EL DRAMA DE LA GANADORA OLÍMPICA QUE TERMINÓ SIENDO PROSTITUTA

La atleta estadounidense Suzy Favor Hamilton había competido en tres juegos olímpicos antes de, aparentemente, pasar a dedicarse a su familia.

Pero en realidad había encontrado otra ocupación: la prostitución. En 2012, se descubrió que había estado trabajando como escort, chica de compañía o prostituta en Las Vegas.

"Cada cliente que veía era para mí el hombre más maravilloso, buenmozo y sexy. Cada ocasión era como si estuviera ganando una medalla de oro", dijo la atleta a la BBC.

Pero ¿qué llevó a una destacada olimpista a tomar este camino?

Suzy Favor Hamilton empezó a darse cuenta de que algo no andaba bien con ella cuando por primera vez pasó a formar parte del equipo olímpico de Estados Unidos.

Comenzó a correr a la edad de nueve años, y su pasión por el deporte la llevó a competir en los Juegos Olímpicos de 1992, 1996 y 2000.

"Entrar a formar parte de mi primer equipo olímpico fue una experiencia increíble, mis emociones estaban por lo alto, pero cuando llegaba el momento de competir, era como si no pudiera aguantarlo. Pensé que mi mente andaba mal, pero no sabía entonces que tenía una enfermedad mental", explicó.

En el año 2000, era la favorita para ganar la competencia de los 1.400 metros en los Juegos Olímpicos de SIdney, pero no lo logró.

Luego confesó que deliberadamente había fingido una lesión, tras ver que estaba perdiendo la carrera y no iba a ganar medalla.

"Recuerdo que poco antes de salir al circuito, veía a los camarógrafos enfocarse en mí y sentirme muy agobiada. Pensé '¿por qué no me dejan en paz?' Estaba ansiosa, pero puse buena cara y me dije a mí misma 'pasará en 4 minutos", dice.

"Yo estaba liderando en los primeros 100 metros, a los 200 metros ya había comenzado el ataque de pánico. A cada paso, mis piernas comenzaban a traicionarme. Una corredora me pasó, y pensé que ahí se iba la medalla de oro y cuando vi que ya no iba a ganar ninguna medalla, me desplomé".

"Fingí un ataque –confiesa– para tener una excusa, en vez de admitir mis debilidades".

Ese fue el comienzo de la caída estrepitosa de su carrera y de graves problemas en su vida personal.

"PERDÍ MIS INHIBICIONES"

Un tiempo después, la medicaron para combatir la depresión. "Me dieron una droga que a una persona bipolar puede llevarla a tener una hipersexualidad".

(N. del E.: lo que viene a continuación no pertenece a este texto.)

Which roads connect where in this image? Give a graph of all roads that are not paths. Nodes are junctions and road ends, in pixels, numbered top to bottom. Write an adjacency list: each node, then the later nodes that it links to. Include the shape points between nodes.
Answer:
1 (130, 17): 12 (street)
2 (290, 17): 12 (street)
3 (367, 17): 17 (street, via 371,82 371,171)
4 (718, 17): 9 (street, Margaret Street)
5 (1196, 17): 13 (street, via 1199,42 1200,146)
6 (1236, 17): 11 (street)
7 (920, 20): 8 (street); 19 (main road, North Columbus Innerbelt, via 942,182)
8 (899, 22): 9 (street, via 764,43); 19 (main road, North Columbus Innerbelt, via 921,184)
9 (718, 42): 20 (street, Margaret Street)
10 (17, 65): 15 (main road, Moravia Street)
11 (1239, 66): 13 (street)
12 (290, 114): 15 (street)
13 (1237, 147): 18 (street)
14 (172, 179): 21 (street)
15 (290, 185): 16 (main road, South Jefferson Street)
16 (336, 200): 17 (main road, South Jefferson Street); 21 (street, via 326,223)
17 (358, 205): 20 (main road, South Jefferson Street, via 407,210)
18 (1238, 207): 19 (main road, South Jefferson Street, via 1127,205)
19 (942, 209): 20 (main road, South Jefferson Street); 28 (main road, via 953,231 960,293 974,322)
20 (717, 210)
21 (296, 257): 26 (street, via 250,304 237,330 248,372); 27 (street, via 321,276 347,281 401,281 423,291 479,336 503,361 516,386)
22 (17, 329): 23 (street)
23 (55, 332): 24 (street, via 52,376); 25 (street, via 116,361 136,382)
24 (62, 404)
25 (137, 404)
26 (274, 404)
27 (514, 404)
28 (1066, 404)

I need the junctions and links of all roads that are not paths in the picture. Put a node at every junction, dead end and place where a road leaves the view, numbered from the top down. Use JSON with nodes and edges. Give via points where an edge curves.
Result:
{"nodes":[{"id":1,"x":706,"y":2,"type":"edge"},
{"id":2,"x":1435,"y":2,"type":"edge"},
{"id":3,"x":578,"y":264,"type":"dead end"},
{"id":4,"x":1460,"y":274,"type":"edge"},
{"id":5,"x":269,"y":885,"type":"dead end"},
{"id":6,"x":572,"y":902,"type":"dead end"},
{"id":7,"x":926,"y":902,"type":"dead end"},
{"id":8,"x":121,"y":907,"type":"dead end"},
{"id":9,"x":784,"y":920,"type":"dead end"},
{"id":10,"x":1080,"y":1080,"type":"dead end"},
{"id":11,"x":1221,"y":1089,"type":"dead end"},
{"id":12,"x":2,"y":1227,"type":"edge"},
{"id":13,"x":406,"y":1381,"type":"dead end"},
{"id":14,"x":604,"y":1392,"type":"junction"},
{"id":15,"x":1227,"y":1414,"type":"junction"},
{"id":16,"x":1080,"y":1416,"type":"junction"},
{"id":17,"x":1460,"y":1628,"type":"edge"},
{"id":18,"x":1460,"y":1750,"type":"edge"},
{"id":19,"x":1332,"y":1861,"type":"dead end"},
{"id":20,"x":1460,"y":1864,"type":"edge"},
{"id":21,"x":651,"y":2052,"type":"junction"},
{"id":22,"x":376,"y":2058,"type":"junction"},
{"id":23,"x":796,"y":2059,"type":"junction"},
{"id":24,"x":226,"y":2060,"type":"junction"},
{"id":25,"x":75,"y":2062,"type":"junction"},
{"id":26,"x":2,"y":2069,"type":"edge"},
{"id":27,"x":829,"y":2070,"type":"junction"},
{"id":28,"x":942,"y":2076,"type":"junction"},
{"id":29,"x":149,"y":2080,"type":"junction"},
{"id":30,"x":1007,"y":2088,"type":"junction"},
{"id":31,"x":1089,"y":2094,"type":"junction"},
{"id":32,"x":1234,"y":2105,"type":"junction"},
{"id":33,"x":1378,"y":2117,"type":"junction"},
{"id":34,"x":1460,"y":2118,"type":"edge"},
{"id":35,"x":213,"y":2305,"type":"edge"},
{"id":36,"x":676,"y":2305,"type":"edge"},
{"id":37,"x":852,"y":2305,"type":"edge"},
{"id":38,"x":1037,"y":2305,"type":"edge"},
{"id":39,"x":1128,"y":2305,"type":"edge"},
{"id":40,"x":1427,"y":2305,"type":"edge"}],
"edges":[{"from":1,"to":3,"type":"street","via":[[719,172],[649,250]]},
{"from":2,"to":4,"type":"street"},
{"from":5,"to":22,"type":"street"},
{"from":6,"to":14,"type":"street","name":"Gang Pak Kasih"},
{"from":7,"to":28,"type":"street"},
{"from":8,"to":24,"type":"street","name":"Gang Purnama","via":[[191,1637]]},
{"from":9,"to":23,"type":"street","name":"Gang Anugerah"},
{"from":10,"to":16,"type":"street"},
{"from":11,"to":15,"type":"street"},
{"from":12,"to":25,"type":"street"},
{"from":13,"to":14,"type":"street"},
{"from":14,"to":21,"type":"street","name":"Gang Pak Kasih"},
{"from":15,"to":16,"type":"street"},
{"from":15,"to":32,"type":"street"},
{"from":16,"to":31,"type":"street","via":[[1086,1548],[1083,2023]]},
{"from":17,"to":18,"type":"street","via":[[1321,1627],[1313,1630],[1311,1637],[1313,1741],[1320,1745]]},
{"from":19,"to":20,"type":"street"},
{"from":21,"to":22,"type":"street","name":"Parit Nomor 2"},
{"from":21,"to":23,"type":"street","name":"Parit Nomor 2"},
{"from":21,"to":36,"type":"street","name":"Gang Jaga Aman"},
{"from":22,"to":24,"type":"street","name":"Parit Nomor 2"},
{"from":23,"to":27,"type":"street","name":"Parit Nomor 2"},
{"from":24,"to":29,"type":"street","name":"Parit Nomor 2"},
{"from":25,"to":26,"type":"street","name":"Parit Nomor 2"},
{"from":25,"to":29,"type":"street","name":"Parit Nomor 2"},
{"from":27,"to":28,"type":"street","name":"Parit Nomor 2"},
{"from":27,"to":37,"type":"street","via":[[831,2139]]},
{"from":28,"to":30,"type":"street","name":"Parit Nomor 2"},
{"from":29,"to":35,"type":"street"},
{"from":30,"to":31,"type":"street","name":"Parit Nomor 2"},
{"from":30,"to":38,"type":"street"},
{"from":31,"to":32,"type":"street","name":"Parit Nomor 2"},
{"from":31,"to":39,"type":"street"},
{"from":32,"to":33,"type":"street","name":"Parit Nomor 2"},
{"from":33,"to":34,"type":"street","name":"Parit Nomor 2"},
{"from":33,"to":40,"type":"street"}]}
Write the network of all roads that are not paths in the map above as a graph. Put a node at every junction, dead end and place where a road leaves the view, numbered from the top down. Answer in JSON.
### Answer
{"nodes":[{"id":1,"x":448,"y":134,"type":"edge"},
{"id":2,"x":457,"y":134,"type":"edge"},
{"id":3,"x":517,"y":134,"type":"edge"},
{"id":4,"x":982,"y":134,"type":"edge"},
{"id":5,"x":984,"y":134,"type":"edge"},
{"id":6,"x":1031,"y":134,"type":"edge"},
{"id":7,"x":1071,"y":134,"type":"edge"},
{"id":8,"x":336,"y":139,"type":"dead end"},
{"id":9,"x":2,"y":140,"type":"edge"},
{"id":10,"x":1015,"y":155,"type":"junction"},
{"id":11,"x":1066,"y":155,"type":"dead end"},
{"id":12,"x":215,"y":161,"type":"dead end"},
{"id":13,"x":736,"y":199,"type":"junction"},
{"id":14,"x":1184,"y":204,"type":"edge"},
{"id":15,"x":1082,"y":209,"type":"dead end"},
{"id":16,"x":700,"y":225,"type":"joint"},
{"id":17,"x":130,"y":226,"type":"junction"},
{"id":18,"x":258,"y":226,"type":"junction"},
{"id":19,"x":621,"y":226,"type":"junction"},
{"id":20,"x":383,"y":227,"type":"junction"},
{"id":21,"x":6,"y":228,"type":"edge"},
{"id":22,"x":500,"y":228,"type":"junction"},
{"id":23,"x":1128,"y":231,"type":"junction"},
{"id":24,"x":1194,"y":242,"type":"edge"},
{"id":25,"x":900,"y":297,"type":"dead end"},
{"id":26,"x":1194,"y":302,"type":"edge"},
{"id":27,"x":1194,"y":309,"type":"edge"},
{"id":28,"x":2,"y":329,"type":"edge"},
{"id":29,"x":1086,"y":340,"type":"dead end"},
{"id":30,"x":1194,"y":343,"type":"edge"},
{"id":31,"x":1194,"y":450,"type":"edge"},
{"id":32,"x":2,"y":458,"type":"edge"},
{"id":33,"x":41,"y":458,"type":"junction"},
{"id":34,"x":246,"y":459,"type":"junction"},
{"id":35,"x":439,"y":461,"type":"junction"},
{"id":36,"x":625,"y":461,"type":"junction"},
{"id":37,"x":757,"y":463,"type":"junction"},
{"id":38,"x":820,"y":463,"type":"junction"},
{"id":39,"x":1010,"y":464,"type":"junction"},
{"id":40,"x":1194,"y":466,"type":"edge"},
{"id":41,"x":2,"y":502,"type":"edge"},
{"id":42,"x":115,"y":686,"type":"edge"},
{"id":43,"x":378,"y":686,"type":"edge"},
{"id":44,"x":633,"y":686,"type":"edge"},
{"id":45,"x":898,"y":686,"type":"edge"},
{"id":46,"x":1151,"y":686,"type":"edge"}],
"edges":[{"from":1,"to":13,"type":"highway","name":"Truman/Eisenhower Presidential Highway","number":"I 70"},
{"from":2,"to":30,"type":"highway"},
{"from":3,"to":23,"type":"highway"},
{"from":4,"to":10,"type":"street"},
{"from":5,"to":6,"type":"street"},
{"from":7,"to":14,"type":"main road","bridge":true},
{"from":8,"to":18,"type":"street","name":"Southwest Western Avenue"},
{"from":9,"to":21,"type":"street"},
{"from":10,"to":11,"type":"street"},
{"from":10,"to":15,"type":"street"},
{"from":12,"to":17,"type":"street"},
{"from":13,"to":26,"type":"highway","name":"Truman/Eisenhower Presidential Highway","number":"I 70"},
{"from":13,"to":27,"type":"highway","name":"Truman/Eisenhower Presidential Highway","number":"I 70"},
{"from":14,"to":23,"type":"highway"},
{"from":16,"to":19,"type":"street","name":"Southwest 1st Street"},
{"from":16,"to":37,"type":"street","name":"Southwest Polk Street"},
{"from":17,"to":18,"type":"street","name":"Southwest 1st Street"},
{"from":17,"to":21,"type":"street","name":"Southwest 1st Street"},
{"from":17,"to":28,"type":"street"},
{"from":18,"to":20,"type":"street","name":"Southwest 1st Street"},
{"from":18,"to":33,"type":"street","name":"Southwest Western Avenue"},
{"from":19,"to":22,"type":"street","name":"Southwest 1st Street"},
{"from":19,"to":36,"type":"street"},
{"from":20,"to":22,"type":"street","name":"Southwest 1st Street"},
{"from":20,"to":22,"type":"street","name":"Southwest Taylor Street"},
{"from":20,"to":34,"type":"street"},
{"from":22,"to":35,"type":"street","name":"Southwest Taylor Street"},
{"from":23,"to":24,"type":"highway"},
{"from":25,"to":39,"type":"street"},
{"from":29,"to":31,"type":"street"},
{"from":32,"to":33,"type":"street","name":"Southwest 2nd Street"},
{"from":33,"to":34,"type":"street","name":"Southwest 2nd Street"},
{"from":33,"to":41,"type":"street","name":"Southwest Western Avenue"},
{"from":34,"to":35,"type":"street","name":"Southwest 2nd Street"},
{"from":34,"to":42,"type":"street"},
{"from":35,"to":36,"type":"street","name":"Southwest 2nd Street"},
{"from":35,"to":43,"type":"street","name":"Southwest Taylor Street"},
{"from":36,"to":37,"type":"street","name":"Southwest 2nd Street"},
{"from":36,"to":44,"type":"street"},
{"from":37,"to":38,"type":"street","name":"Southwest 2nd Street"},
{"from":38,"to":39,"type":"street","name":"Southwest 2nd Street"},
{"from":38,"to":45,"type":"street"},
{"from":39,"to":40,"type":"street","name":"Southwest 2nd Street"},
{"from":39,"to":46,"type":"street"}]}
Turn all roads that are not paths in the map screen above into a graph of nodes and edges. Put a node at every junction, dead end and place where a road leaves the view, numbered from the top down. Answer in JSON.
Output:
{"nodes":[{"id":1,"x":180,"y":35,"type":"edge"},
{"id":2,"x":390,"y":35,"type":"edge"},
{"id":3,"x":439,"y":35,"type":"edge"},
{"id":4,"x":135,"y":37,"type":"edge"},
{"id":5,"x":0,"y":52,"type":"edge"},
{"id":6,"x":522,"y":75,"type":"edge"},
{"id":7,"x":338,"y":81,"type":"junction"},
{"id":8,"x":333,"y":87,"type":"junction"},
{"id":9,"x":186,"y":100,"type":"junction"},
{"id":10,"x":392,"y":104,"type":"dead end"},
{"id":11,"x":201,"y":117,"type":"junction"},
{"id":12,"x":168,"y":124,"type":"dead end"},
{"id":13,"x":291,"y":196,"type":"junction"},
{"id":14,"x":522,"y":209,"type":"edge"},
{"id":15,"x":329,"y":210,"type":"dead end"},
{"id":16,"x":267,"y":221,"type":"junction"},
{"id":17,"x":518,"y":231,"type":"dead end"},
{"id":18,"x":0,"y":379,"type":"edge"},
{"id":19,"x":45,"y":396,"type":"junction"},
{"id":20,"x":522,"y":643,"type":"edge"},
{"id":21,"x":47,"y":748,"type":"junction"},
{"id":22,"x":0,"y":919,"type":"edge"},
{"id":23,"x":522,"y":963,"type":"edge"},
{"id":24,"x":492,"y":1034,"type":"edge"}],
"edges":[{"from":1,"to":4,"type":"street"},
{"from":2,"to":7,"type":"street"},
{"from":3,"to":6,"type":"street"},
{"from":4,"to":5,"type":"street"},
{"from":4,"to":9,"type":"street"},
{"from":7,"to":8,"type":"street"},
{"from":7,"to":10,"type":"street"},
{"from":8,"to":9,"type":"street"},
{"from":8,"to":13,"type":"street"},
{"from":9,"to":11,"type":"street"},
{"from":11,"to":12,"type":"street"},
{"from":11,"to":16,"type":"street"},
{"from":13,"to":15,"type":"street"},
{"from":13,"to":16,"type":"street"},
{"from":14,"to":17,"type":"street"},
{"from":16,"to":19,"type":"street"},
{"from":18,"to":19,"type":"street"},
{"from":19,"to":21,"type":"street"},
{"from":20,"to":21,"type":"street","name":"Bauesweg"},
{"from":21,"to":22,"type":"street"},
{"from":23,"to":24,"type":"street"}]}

"La droga me hizo perder todas las inhibiciones. Yo estaba como encendida, me sentía viva y me encantaba".

Y así comenzó a aventurarse en un camino que la llevaría a la prostitución.

Primero quiso hacer algo diferente, tener relaciones sexuales fuera de su matrimonio, aunque con consentimiento de su marido.

Un día tuvo sexo con un prostituto y fue como si se le iluminara el cerebro: "Yo quiero hacer lo que hace éste, me dije. Él me debería estar pagando a mí".

Al inicio se iba uno que otro fin de semana a Las Vegas y, según cuenta, creó otra persona.

"Cuando estaba en Las Vegas, yo era Kelly. Era como si hubiera encontrado a la persona que quería ser, no que quería ser prostituta, pero una persona confiada, empoderada, que tenía voz. Me estaba rebelando en contra de la vida represiva que había llevado como atleta olímpica", señala.

Y "cada vez que veía a un cliente, era como si ganara una carrera".